== Data to examine

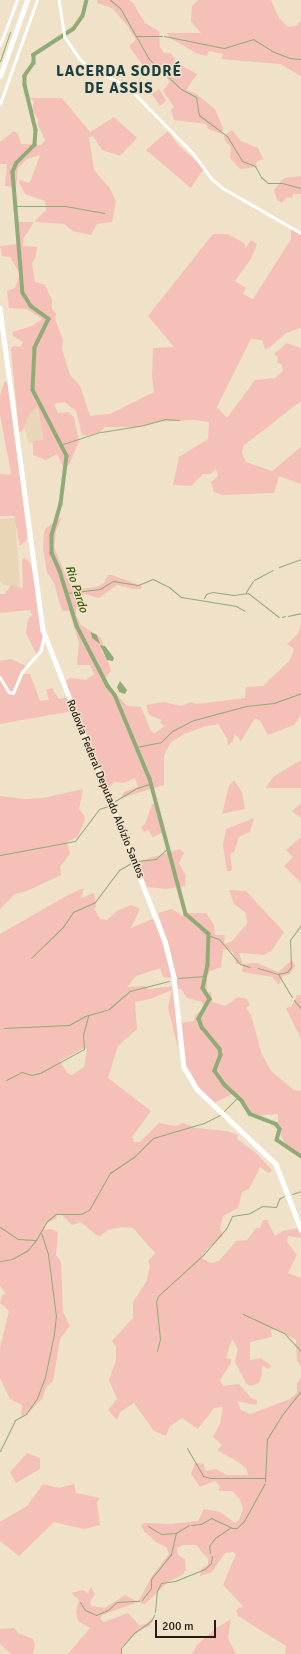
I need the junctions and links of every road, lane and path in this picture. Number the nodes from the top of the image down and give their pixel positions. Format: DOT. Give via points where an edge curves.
graph roads {
  1 [pos="17,0"];
  2 [pos="27,0"];
  3 [pos="38,0"];
  4 [pos="59,0"];
  5 [pos="0,45"];
  6 [pos="0,76"];
  7 [pos="0,104"];
  8 [pos="301,233"];
  9 [pos="0,308"];
  10 [pos="28,531"];
  11 [pos="34,542"];
  12 [pos="26,543"];
  13 [pos="35,554"];
  14 [pos="28,556"];
  15 [pos="33,567"];
  16 [pos="44,633"];
  17 [pos="0,677"];
  18 [pos="301,1229"];
  1 -- 5 [label="street"];
  2 -- 6 [label="highway"];
  3 -- 7 [label="street"];
  4 -- 8 [label="street" via="65,36 76,54 88,66 124,85 193,153 215,182 235,197"];
  9 -- 10 [label="highway, Rodovia Federal Deputado Aloízio Santos"];
  10 -- 11 [label="highway"];
  10 -- 12 [label="highway"];
  10 -- 15 [label="highway, Rodovia Federal Deputado Aloízio Santos"];
  13 -- 15 [label="highway"];
  14 -- 15 [label="highway"];
  15 -- 16 [label="highway, Rodovia Federal Deputado Aloízio Santos"];
  16 -- 17 [label="street" via="41,638 41,650 22,672 13,694"];
  16 -- 18 [label="highway, Rodovia Federal Deputado Aloízio Santos" via="165,941 174,978 180,1047 185,1071 197,1088 276,1164"];
}
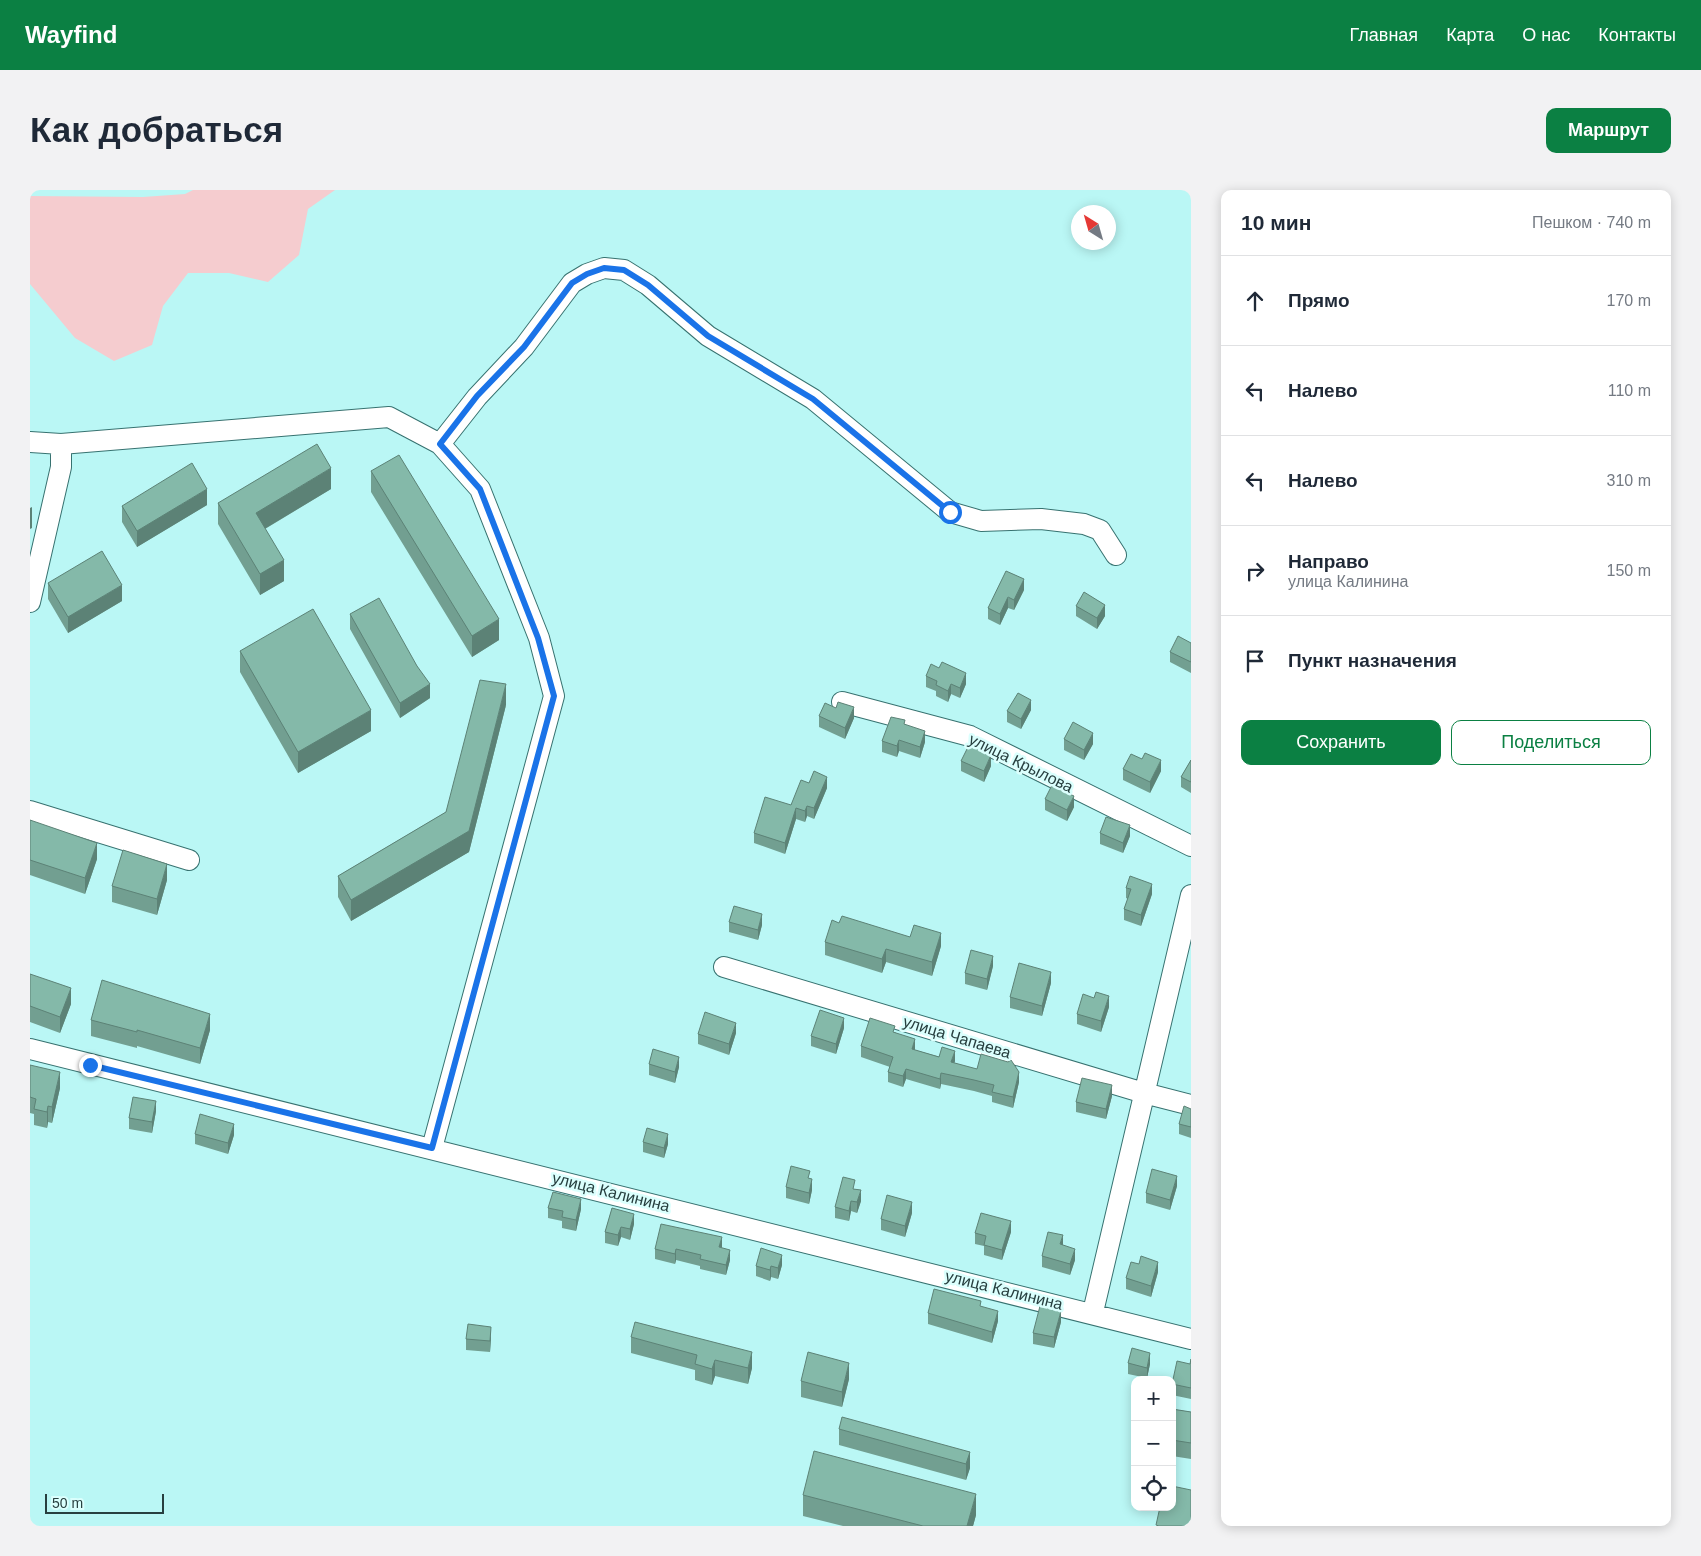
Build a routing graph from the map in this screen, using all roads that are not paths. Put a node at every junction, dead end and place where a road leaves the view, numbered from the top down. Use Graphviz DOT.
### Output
graph roads {
  1 [pos="30,442"];
  2 [pos="61,444"];
  3 [pos="440,444"];
  4 [pos="1116,555"];
  5 [pos="30,602"];
  6 [pos="842,702"];
  7 [pos="30,811"];
  8 [pos="1191,846"];
  9 [pos="189,860"];
  10 [pos="1191,895"];
  11 [pos="724,967"];
  12 [pos="30,1049"];
  13 [pos="1144,1093"];
  14 [pos="1191,1105"];
  15 [pos="432,1148"];
  16 [pos="1092,1312"];
  17 [pos="1191,1339"];
  1 -- 2 [label="street"];
  2 -- 3 [label="street"];
  2 -- 5 [label="street"];
  3 -- 4 [label="street"];
  3 -- 15 [label="street"];
  6 -- 8 [label="street, улица Крылова"];
  7 -- 9 [label="street"];
  10 -- 13 [label="street"];
  11 -- 13 [label="street, улица Чапаева"];
  12 -- 15 [label="street, улица Калинина"];
  13 -- 14 [label="street, улица Чапаева"];
  13 -- 16 [label="street"];
  15 -- 16 [label="street, улица Калинина"];
  16 -- 17 [label="street, улица Калинина"];
}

====

What to work on: Print once more, exactly, the lines that start at the top of the records above and end at the line with "Build a routing", skipping all pictures.

Written answer:
I need the junctions and links of every road, lane and path in this picture. Number the nodes from the top of the image down and give their pixel positions. Format: DOT. Give via points where an edge curves.
graph roads {
  1 [pos="17,0"];
  2 [pos="27,0"];
  3 [pos="38,0"];
  4 [pos="59,0"];
  5 [pos="0,45"];
  6 [pos="0,76"];
  7 [pos="0,104"];
  8 [pos="301,233"];
  9 [pos="0,308"];
  10 [pos="28,531"];
  11 [pos="34,542"];
  12 [pos="26,543"];
  13 [pos="35,554"];
  14 [pos="28,556"];
  15 [pos="33,567"];
  16 [pos="44,633"];
  17 [pos="0,677"];
  18 [pos="301,1229"];
  1 -- 5 [label="street"];
  2 -- 6 [label="highway"];
  3 -- 7 [label="street"];
  4 -- 8 [label="street" via="65,36 76,54 88,66 124,85 193,153 215,182 235,197"];
  9 -- 10 [label="highway, Rodovia Federal Deputado Aloízio Santos"];
  10 -- 11 [label="highway"];
  10 -- 12 [label="highway"];
  10 -- 15 [label="highway, Rodovia Federal Deputado Aloízio Santos"];
  13 -- 15 [label="highway"];
  14 -- 15 [label="highway"];
  15 -- 16 [label="highway, Rodovia Federal Deputado Aloízio Santos"];
  16 -- 17 [label="street" via="41,638 41,650 22,672 13,694"];
  16 -- 18 [label="highway, Rodovia Federal Deputado Aloízio Santos" via="165,941 174,978 180,1047 185,1071 197,1088 276,1164"];
}
Build a routing graph from the map in this screen, using all roads that are not paths. Put a node at every junction, dead end and place where a road leaves the view, numbered from the top down. Use Graphviz DOT.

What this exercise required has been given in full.